Beyond an ethical aversion to lying, there are hard-nosed political reasons why the forces of climate protection need to keep ringing the climate alarm bell.

  • Whether or not they currently believe in climate change, people are going to experience the climate catastrophe. Disasters are coming — indeed they are already here — and that is going to drive the agenda. It is up to us to explain why the floods, hurricanes, droughts, and other catastrophes are happening and to lay out what to do.
  • Even though people may initially curse the messenger and trigger despair, history shows that bad news can spur action and social change. It was the danger of nuclear fallout in America’s children’s milk that spurred the movement that led to a ban on nuclear testing and ultimately to the reduction of strategic arsenals by 80 percent. It was Rachel Carson’s revelation in Silent Spring that DDT was poisoning the songbirds that led the public to understand the ecological interaction of nature and therefore support environmental protection legislation.
  • Success goes to those who change the polls, not those who follow them. Al Gore, climate scientists, and millions of climate activists reshaped public opinion on climate. A majority of Americans are still seriously concerned about climate. They — and others — need to know why they’re right. Dreadful events — interpreted truthfully — are unlikely to be ignored forever. But people will have little opportunity to connect the dots between devastating floods, catastrophic storms, and lethal heat waves on the one hand and the greenhouse gasses that cause them on the other unless they are persistently and consistently presented with the facts.
  • The right wing, backed by the fossil fuel industry, have spent millions of dollars promoting this story: The climate crisis is an imaginary threat invented by liberals to justify government power over individuals and companies, destroying both liberty and jobs in the process. To remain silent about the reality of the climate change threat is to maximize the credibility and effectiveness of this argument. Conversely, spelling out the facts of climate change is the way to expose the climate denialist argument for the hoax it is.
  • As the climate crisis deepens, many people are likely to pass directly from denial to despair. Fear can make people hopeless and immobilized. If they don’t hear realistic explanations of what the climate crisis is all about, combined with rational proposals for what to do about it, they are made vulnerable to fantasy-based explanations and irrational solutions. Climate change is indeed scary, but it is a threat that affects all of us, so it provides an opportunity to cooperate in new ways at every level from the local to the global.
  • The right wing is talking about climate change all the time. They have the initiative in framing the debate. And people will make ignorant decisions in the face of a one-sided debate. Without forceful articulation of the truth, the proportion of the public who grasp the seriousness of climate change could fall even further.
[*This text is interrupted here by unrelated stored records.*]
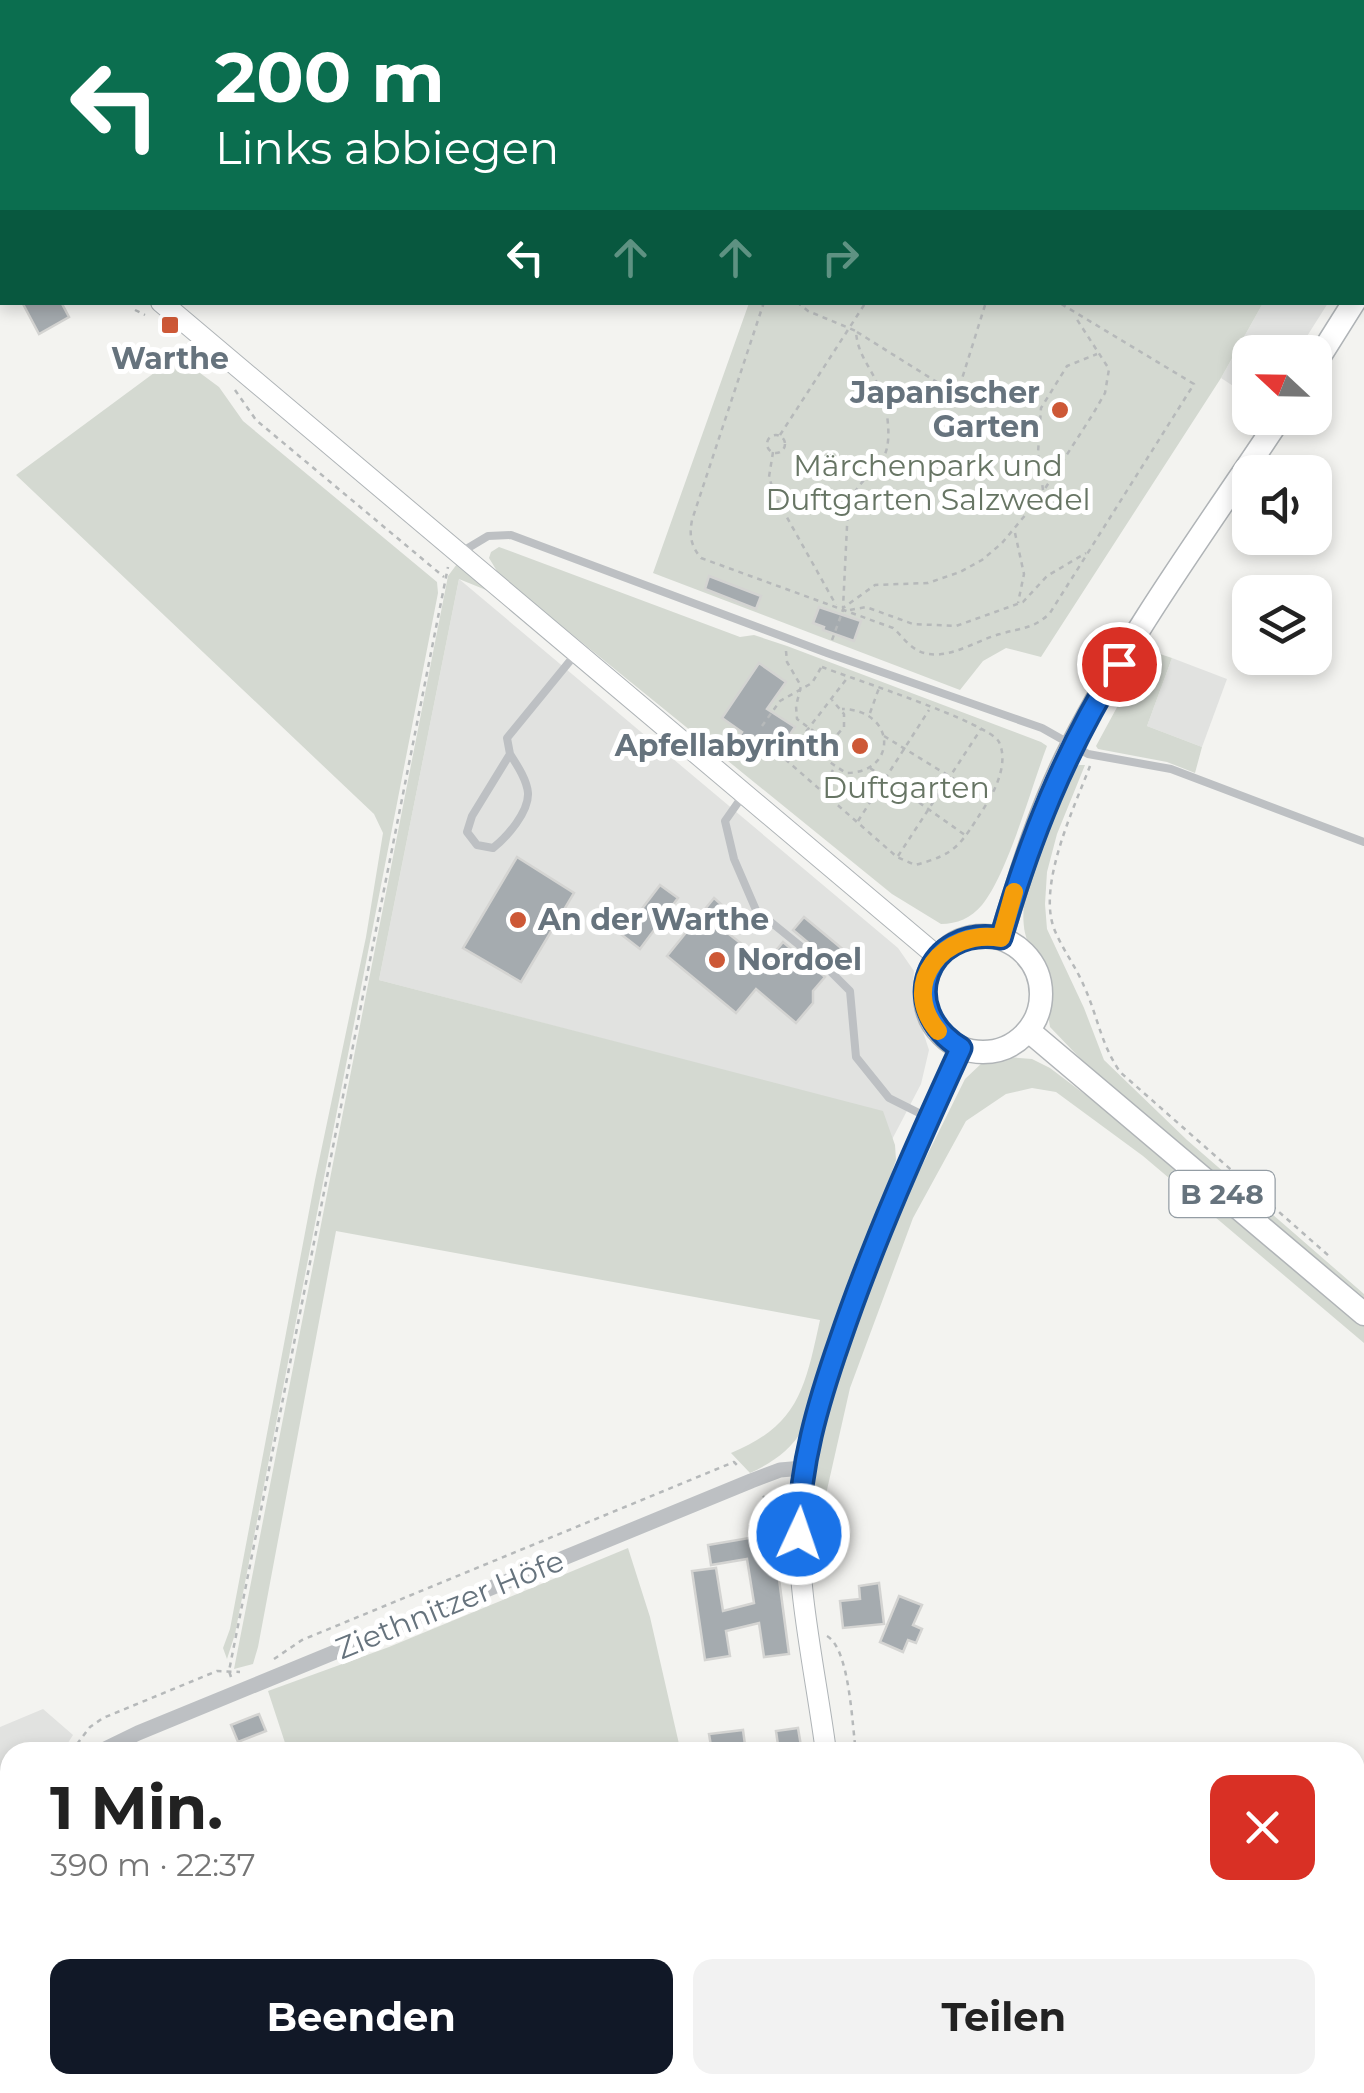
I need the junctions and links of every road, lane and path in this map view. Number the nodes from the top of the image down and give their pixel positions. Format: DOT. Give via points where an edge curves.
graph roads {
  1 [pos="166,305"];
  2 [pos="763,305"];
  3 [pos="801,305"];
  4 [pos="864,305"];
  5 [pos="985,305"];
  6 [pos="1062,305"];
  7 [pos="1352,305"];
  8 [pos="1073,314"];
  9 [pos="850,326"];
  10 [pos="856,331"];
  11 [pos="1332,337"];
  12 [pos="1099,354"];
  13 [pos="238,398"];
  14 [pos="1269,435"];
  15 [pos="780,436"];
  16 [pos="773,452"];
  17 [pos="1043,491"];
  18 [pos="1014,530"];
  19 [pos="1088,552"];
  20 [pos="459,553"];
  21 [pos="445,578"];
  22 [pos="1018,604"];
  23 [pos="837,606"];
  24 [pos="846,609"];
  25 [pos="789,638"];
  26 [pos="577,651"];
  27 [pos="827,653"];
  28 [pos="822,667"];
  29 [pos="848,677"];
  30 [pos="879,688"];
  31 [pos="800,692"];
  32 [pos="831,699"];
  33 [pos="931,708"];
  34 [pos="842,709"];
  35 [pos="870,714"];
  36 [pos="762,726"];
  37 [pos="808,728"];
  38 [pos="982,728"];
  39 [pos="818,736"];
  40 [pos="884,736"];
  41 [pos="1072,746"];
  42 [pos="905,749"];
  43 [pos="510,754"];
  44 [pos="1094,756"];
  45 [pos="834,768"];
  46 [pos="870,768"];
  47 [pos="949,777"];
  48 [pos="886,779"];
  49 [pos="820,790"];
  50 [pos="744,794"];
  51 [pos="989,801"];
  52 [pos="928,809"];
  53 [pos="857,822"];
  54 [pos="966,836"];
  55 [pos="1364,842"];
  56 [pos="897,857"];
  57 [pos="1001,938"];
  58 [pos="938,957"];
  59 [pos="1028,1032"];
  60 [pos="961,1048"];
  61 [pos="930,1118"];
  62 [pos="1338,1264"];
  63 [pos="1364,1314"];
  64 [pos="803,1468"];
  65 [pos="750,1481"];
  66 [pos="810,1633"];
  67 [pos="274,1659"];
  68 [pos="229,1671"];
  69 [pos="243,1673"];
  70 [pos="237,1692"];
  71 [pos="80,1742"];
  72 [pos="120,1742"];
  73 [pos="825,1742"];
  74 [pos="855,1742"];
  1 -- 20 [label="main road"];
  2 -- 23 [label="path" via="690,535 701,558"];
  3 -- 9 [label="path"];
  4 -- 9 [label="path"];
  5 -- 10 [label="path" via="955,390"];
  6 -- 8 [label="path"];
  7 -- 11 [label="main road"];
  8 -- 12 [label="path"];
  8 -- 19 [label="path" via="1194,384"];
  9 -- 10 [label="path"];
  9 -- 15 [label="path"];
  10 -- 24 [label="path" via="857,348 880,389 887,439 848,506"];
  12 -- 17 [label="path" via="1109,369 1105,392"];
  12 -- 17 [label="path" via="1066,366 1042,405"];
  13 -- 21 [label="path"];
  14 -- 41 [label="main road"];
  15 -- 16 [label="path" via="784,449"];
  15 -- 16 [label="path" via="768,440"];
  16 -- 23 [label="path" via="774,496"];
  17 -- 18 [label="path"];
  18 -- 22 [label="path" via="1024,574"];
  18 -- 24 [label="path" via="960,572 928,583 875,585"];
  19 -- 22 [label="path"];
  19 -- 24 [label="path" via="1040,623 948,654 910,646 894,628"];
  20 -- 21 [label="path"];
  20 -- 25 [label="lane" via="488,536 511,534"];
  20 -- 26 [label="main road"];
  21 -- 68 [label="path"];
  22 -- 24 [label="path" via="956,626 932,627 866,607"];
  23 -- 24 [label="path"];
  24 -- 27 [label="path"];
  25 -- 27 [label="lane"];
  25 -- 31 [label="path" via="785,656"];
  26 -- 43 [label="lane" via="506,738"];
  26 -- 50 [label="main road"];
  27 -- 28 [label="path"];
  27 -- 41 [label="lane" via="1042,728"];
  28 -- 29 [label="path"];
  28 -- 31 [label="path"];
  29 -- 30 [label="path"];
  29 -- 32 [label="path"];
  30 -- 33 [label="path"];
  30 -- 35 [label="path"];
  31 -- 36 [label="path" via="780,701"];
  31 -- 37 [label="path" via="796,716"];
  32 -- 34 [label="path"];
  32 -- 37 [label="path"];
  33 -- 38 [label="path"];
  33 -- 42 [label="path"];
  34 -- 35 [label="path"];
  34 -- 39 [label="path" via="840,732"];
  35 -- 40 [label="path"];
  37 -- 39 [label="path"];
  37 -- 49 [label="path" via="785,759"];
  38 -- 47 [label="path"];
  38 -- 51 [label="path" via="999,740 1002,752"];
  39 -- 45 [label="path"];
  40 -- 42 [label="path"];
  40 -- 46 [label="path"];
  41 -- 44 [label="lane"];
  41 -- 57 [label="main road" via="1028,846"];
  42 -- 47 [label="path"];
  42 -- 48 [label="path"];
  43 -- 43 [label="lane" via="528,788 525,806 506,838 493,848 478,845 467,832 472,816"];
  44 -- 55 [label="lane" via="1171,769"];
  44 -- 62 [label="path" via="1057,849 1050,908 1104,1048 1120,1072"];
  45 -- 46 [label="path"];
  45 -- 49 [label="path"];
  46 -- 48 [label="path"];
  47 -- 51 [label="path"];
  47 -- 52 [label="path"];
  48 -- 52 [label="path"];
  48 -- 53 [label="path"];
  49 -- 53 [label="path"];
  50 -- 58 [label="main road"];
  50 -- 61 [label="lane" via="725,821 756,910 850,991 856,1056 889,1098"];
  51 -- 54 [label="path"];
  52 -- 54 [label="path"];
  52 -- 56 [label="path"];
  53 -- 56 [label="path"];
  54 -- 56 [label="path" via="934,860 916,865"];
  57 -- 58 [label="main road" via="966,938"];
  57 -- 59 [label="main road" via="1028,956 1042,985"];
  58 -- 60 [label="main road" via="924,990 926,1009 934,1026"];
  59 -- 60 [label="main road" via="998,1051"];
  59 -- 63 [label="main road, B 248"];
  60 -- 61 [label="main road"];
  61 -- 64 [label="main road" via="850,1309"];
  64 -- 65 [label="street, Ziethnitzer Höfe"];
  64 -- 66 [label="main road" via="799,1534"];
  65 -- 67 [label="path" via="734,1462 302,1640"];
  65 -- 70 [label="street, Ziethnitzer Höfe"];
  66 -- 73 [label="main road"];
  66 -- 74 [label="path" via="835,1640"];
  68 -- 69 [label="path"];
  68 -- 70 [label="path"];
  68 -- 71 [label="path" via="103,1718"];
  70 -- 72 [label="street, Ziethnitzer Höfe"];
}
The right wing climate denialists and the fossil fuel companies that support them are not going to stop talking about Cklimate change. If their message is the only one that is being voices over and over, we all lose. Time for the big environmental groups and the Democratic party, at both the local and national levels to return to the core message that climate change is real, and that that the right is telling sweet little lies that in the end will harm all of us, now and in the future.

And ps. Never again take the advice of conservative spinmeisters like Luntz or pollsters who can’t see beyond the next week’s polling results. Once upon a time the “public” was against granting women the right to vote. Once upon a time a majority of Americans believed that the civil rights movement was moving to fast and too soon. Yet the leaders of those movements didn’t let that stop them from standing firm until they convinced the American people that they were right. The Environmental lobbyists and the Democratic Party should take a page out of their books. Toning down your message never works. You must pound it continually into the minds of those who are confuse, ignorant or who have swallowed the lies because they have not heard the truth often enough.